Куза резко прижал к телу цветы:
«Если можно… позовите Ирину».
«Ах, да ты нервничаешь! — игриво воскликнула мама и крикнула куда-то в глубь квартиры: — Именинница! Куза пришел!»
Ей хотелось наблюдать церемонию вручения, хоть через глазок, хоть в сторонке: «Как, ну как это у них делается, вспомнить бы!»
Но выкатившаяся из глубины коридора («Как щенок, которого позвали!») ее дочь и этот воинственный мальчик стояли неподвижно.
«Ну, чего вы стоите? Дай, дай ей розы, можешь даже чмокнуть!»
«Мама!»
«Что стесняться? Ты же именинница!»
Дети посмотрели так, что она заторопилась:
«Ладно, ладно! Тогда заходи в дом, не стой на пороге. Я не понимаю — какие у вас могут быть тайны?!»
И ушла.
«Что случилось?» — спросила Ирина.
«Я пришел тебя поздравить».
«Спасибо».
«Тебе нравятся эти цветы?»
«Да. Что случилось?»
«Ирина, я купил их для тебя… Скажи, ты не могла бы как-нибудь обойтись без них?
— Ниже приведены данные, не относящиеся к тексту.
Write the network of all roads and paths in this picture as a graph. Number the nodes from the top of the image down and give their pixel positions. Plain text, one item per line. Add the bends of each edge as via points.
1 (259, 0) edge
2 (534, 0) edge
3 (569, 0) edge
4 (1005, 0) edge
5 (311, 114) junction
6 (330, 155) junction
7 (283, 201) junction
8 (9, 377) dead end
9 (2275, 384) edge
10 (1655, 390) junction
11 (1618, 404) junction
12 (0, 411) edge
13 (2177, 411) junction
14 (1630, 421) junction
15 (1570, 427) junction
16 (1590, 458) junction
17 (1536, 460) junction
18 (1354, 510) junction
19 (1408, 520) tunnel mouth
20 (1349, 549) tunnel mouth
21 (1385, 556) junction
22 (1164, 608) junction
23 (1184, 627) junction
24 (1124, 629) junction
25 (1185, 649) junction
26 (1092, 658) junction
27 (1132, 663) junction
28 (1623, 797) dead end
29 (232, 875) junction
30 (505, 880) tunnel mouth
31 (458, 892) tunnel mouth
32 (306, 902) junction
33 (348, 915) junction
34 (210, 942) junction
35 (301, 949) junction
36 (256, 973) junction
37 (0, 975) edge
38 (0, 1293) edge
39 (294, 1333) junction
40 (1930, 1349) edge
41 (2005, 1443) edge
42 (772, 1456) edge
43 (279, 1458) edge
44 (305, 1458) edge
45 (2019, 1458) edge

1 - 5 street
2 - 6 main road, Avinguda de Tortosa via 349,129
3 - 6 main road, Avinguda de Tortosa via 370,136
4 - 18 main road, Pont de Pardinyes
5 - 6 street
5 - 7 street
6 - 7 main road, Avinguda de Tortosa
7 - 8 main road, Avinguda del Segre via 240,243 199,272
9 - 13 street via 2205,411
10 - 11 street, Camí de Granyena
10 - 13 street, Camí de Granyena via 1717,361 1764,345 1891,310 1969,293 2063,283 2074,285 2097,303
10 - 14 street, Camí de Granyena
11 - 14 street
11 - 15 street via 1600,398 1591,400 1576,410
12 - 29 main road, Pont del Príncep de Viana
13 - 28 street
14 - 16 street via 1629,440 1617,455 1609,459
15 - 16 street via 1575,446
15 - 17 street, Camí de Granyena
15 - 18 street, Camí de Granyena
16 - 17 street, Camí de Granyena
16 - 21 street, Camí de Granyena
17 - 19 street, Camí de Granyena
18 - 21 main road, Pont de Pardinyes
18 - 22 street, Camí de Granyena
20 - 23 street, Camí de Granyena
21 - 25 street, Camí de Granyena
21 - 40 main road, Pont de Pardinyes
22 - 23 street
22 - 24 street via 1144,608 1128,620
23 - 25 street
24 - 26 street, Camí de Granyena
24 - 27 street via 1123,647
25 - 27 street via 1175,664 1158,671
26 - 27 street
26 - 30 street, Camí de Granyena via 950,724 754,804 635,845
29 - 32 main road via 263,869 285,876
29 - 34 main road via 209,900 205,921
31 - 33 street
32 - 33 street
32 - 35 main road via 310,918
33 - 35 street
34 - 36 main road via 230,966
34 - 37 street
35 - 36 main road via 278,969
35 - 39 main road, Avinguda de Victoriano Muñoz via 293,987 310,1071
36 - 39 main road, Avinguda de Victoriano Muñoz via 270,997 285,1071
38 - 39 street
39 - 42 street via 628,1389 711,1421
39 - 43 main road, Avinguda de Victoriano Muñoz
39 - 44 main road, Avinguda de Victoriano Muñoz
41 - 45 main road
За углом в „Букинисте“ появилась одна книга…»
«И тебе не на что ее купить?»
«Да!»
Ирина засмеялась тоненько и высоко, почти неслышно (так плачут взрослые женщины, так смеются дети), и обняла шею Кузы, несчастные глаза мальчика стояли перед ней.
«Сейчас, — шепнула она, становясь серьезной. — Сейчас, подожди, я оденусь».
Через несколько минут на соседней улице девочка в зеленом сарафане, мальчик в сандалиях на босу ногу бойко и радостно распродавали розы. Куза всё время переспрашивал удивленно:
«Ты не обижаешься на меня, не обижаешься?»
«Но ты ведь их мне купил?»
«Кому же еще?»
«Вот и хорошо!»
Не пойманные милицией, не узнанные знакомыми, собрали ровно на книгу — пять рублей.
Теперь оставалось рассказать Ирине о случившемся. Куза мял в руках некролог, объяснял, заикался…
«Так что я зайти в магазин не могу, пока не могу, понимаешь?»
«Ладно, я сама куплю. Повтори, как она называется?»
«Книга о Камерном театре».
«Так книга называется?»
«Ну да, да! „Книга о Камерном театре“».
«Книга о Камерном театре»…
Ирина пошла к «Букинисту».
«Стой, стой!»
«Что еще?»
«Только ты не лезь на стремянку, хорошо? Пусть сам достанет!»
«Почему?»
«Неважно, я очень-очень прошу тебя!»
Куза крутился у витрины, вглядывался, но блики мешали, удавалось рассмотреть только плечо кассирши, находящееся в постоянном движении, и фосфоресцирующую копию какой-то огромной картины…
«Книги нет», — сказала Ирина,
«Что?»
«Книгу купили вчера».
«Кто купил? Кому она нужна, кроме меня, эта тоска?»
«Купили».
И дети подумали в этот момент о проданных розах…
Потом Куза взял девочку за руку, так, для смелости, и оба, войдя в магазин, направились к двери с табличкой: «Прием книг у населения». Кузе показалось, что продавец за прилавком сделал такое движение, будто хотел схватить его.
В крошечной комнате за столом сидела немолодая женщина с брезгливым выражением лица.
«Без паспорта нельзя, — сказала она. — Без документов книг не принимаем».
«Мы…»
«Без паспорта не возьму. Мало ли зачем вы продаете! Может, на папиросы!»